Stored items
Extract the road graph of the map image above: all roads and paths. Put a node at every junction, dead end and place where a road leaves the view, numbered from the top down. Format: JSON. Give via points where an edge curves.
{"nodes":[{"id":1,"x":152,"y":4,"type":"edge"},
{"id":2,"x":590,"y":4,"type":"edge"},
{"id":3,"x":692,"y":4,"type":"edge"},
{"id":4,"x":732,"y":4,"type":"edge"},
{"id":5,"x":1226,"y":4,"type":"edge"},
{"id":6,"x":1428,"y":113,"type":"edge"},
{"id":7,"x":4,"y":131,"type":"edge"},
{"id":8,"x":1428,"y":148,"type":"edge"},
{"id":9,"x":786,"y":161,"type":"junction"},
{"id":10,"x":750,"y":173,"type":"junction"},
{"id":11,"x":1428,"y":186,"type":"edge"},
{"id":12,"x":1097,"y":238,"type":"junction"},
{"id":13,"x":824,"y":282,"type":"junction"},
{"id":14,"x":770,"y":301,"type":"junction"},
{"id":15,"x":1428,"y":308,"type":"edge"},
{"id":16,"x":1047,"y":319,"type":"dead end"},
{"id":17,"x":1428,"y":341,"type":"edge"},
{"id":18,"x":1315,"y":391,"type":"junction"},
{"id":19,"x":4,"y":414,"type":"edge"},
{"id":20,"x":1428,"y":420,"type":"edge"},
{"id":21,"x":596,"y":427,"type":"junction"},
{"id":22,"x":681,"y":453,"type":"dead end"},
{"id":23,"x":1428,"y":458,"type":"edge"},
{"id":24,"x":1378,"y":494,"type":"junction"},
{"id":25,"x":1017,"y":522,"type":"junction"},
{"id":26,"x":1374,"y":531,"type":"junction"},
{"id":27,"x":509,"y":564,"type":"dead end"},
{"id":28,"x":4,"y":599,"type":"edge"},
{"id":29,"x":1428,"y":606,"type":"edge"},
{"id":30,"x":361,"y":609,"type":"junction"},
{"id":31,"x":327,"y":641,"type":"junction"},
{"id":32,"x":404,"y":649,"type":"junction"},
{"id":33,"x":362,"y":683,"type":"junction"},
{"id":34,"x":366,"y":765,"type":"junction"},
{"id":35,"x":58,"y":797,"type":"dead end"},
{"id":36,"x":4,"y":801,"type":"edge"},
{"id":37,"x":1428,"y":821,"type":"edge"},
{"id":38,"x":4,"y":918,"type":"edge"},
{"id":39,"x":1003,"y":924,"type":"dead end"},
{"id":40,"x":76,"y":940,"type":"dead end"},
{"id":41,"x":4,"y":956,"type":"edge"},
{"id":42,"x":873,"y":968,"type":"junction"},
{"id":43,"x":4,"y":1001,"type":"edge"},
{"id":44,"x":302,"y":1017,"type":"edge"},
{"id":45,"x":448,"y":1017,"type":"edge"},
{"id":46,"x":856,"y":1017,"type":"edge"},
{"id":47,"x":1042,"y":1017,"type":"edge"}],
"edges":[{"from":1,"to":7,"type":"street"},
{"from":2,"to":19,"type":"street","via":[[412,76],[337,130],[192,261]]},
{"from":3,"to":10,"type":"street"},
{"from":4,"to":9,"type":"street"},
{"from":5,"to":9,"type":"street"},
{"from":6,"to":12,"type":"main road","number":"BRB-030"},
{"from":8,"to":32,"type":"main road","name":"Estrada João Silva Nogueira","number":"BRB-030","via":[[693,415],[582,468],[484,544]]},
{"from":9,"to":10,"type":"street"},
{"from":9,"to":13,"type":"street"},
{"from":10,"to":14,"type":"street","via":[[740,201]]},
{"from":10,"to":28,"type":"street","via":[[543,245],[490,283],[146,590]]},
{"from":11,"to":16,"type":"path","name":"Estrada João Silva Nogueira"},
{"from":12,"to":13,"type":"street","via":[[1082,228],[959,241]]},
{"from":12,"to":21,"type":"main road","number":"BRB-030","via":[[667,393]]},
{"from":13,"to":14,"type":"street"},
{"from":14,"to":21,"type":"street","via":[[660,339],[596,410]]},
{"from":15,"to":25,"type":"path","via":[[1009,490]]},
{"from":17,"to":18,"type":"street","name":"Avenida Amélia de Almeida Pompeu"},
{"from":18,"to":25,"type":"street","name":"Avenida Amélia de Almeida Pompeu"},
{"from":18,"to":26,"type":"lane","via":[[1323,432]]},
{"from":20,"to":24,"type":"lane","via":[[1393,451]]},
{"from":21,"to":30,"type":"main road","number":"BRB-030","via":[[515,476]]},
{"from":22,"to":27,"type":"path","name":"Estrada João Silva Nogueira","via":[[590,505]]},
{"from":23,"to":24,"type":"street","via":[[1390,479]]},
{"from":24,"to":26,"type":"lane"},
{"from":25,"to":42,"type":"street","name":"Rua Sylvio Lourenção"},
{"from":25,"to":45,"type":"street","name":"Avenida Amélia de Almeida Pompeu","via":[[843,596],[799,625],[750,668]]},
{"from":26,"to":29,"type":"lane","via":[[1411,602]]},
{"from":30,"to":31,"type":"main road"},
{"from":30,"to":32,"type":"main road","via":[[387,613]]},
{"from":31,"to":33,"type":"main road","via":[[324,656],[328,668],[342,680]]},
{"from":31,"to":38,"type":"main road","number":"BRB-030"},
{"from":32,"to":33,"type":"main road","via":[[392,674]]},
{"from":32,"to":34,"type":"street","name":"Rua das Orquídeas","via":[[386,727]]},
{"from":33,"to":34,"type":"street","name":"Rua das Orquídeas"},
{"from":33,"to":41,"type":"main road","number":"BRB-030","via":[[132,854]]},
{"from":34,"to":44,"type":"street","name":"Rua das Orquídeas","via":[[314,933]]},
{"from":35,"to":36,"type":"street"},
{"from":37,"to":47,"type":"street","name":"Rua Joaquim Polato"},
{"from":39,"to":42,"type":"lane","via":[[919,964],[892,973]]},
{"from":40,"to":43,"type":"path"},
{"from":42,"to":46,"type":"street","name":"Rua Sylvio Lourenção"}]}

**WHAT TO DO**.
Whenever the string "João" shows up in a line of the records, that line counts; state how many lines count, and only that.

**ANSWER TO THIS EXERCISE**.
3